• REQUIRED WORK:
Reproduce the entries in full. Exclude all images from the copy.

• RECORDS SUPPLIED:
____________________

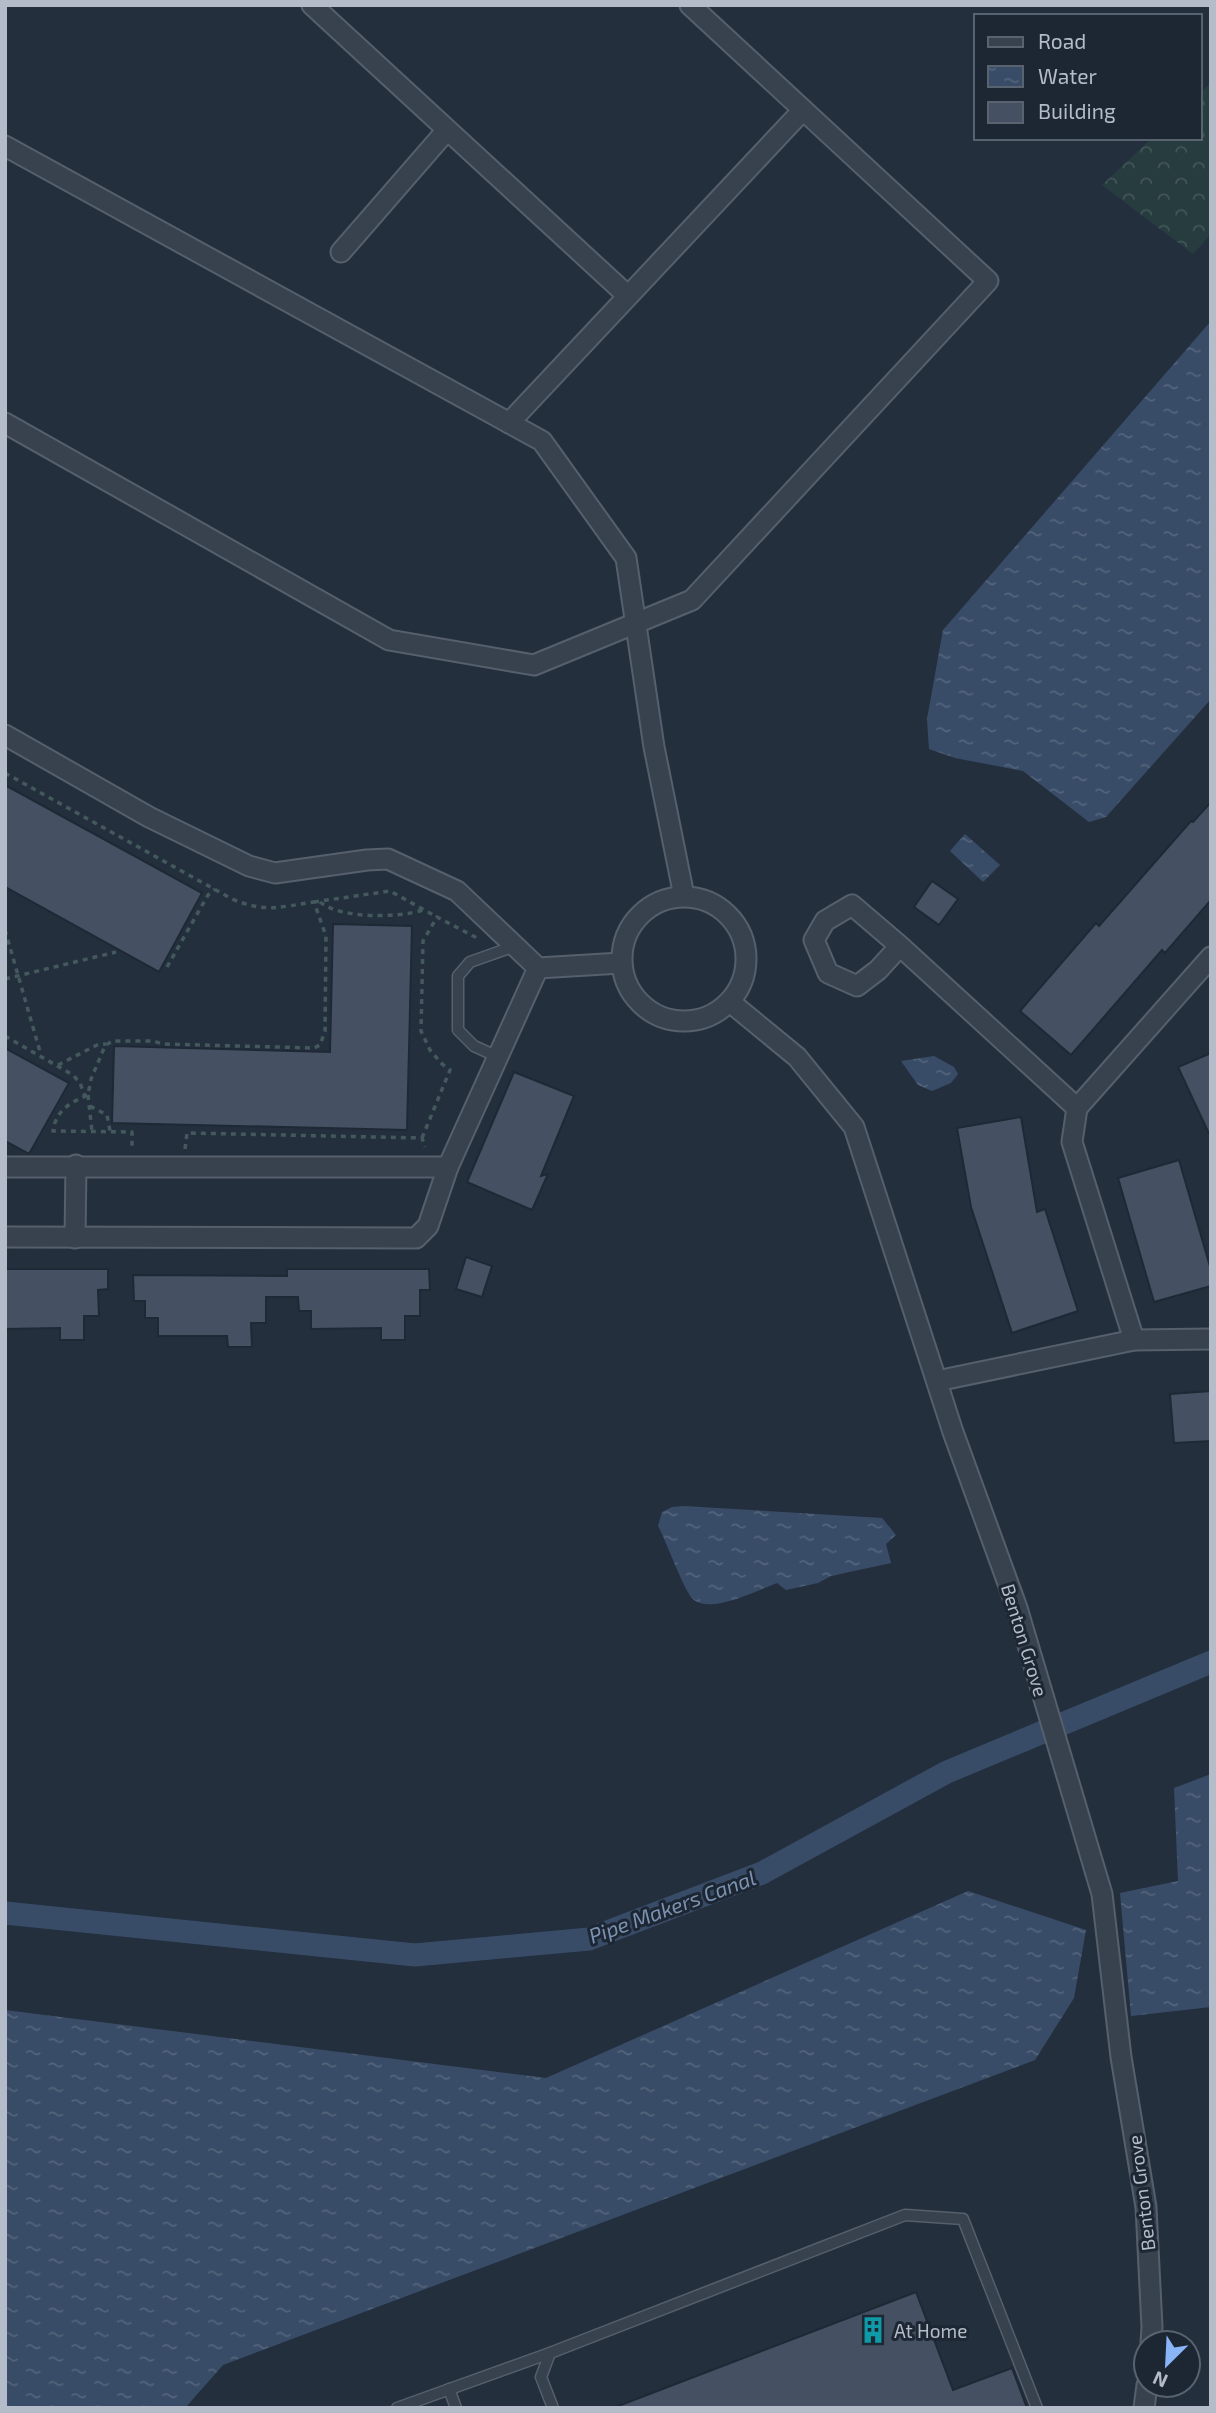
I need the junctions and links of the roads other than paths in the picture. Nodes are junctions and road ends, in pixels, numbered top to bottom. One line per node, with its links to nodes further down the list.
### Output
1 (312, 5): 4 (street)
2 (690, 5): 3 (street)
3 (803, 110): 7 (street); 10 (street)
4 (447, 130): 6 (street); 7 (street)
5 (5, 146): 9 (street)
6 (341, 252)
7 (628, 296): 9 (street)
8 (5, 423): 10 (street)
9 (509, 423): 10 (street)
10 (635, 623): 12 (street)
11 (5, 735): 13 (street)
12 (684, 896): 16 (street); 18 (street)
13 (515, 946): 17 (street); 19 (lane)
14 (900, 946): 14 (street); 20 (street)
15 (1211, 957): 20 (street)
16 (621, 963): 17 (street); 18 (street)
17 (538, 968): 19 (street)
18 (730, 1002): 28 (street, Benton Grove)
19 (498, 1057): 23 (street)
20 (1077, 1108): 27 (street)
21 (76, 1165): 22 (street); 23 (street); 25 (street)
22 (5, 1167)
23 (440, 1167): 25 (street)
24 (5, 1237): 25 (street)
25 (75, 1238)
26 (1211, 1339): 27 (street)
27 (1134, 1340): 28 (street)
28 (937, 1381): 29 (street, Benton Grove)
29 (1152, 2329)
30 (550, 2354): 31 (lane); 34 (lane); 35 (lane)
31 (449, 2389): 32 (lane); 33 (lane)
32 (397, 2408)
33 (456, 2408)
34 (553, 2408)
35 (1037, 2408)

____________________

• WRITTEN SOLUTION:
I need the junctions and links of the roads other than paths in the picture. Nodes are junctions and road ends, in pixels, numbered top to bottom. One line per node, with its links to nodes further down the list.
### Output
1 (312, 5): 4 (street)
2 (690, 5): 3 (street)
3 (803, 110): 7 (street); 10 (street)
4 (447, 130): 6 (street); 7 (street)
5 (5, 146): 9 (street)
6 (341, 252)
7 (628, 296): 9 (street)
8 (5, 423): 10 (street)
9 (509, 423): 10 (street)
10 (635, 623): 12 (street)
11 (5, 735): 13 (street)
12 (684, 896): 16 (street); 18 (street)
13 (515, 946): 17 (street); 19 (lane)
14 (900, 946): 14 (street); 20 (street)
15 (1211, 957): 20 (street)
16 (621, 963): 17 (street); 18 (street)
17 (538, 968): 19 (street)
18 (730, 1002): 28 (street, Benton Grove)
19 (498, 1057): 23 (street)
20 (1077, 1108): 27 (street)
21 (76, 1165): 22 (street); 23 (street); 25 (street)
22 (5, 1167)
23 (440, 1167): 25 (street)
24 (5, 1237): 25 (street)
25 (75, 1238)
26 (1211, 1339): 27 (street)
27 (1134, 1340): 28 (street)
28 (937, 1381): 29 (street, Benton Grove)
29 (1152, 2329)
30 (550, 2354): 31 (lane); 34 (lane); 35 (lane)
31 (449, 2389): 32 (lane); 33 (lane)
32 (397, 2408)
33 (456, 2408)
34 (553, 2408)
35 (1037, 2408)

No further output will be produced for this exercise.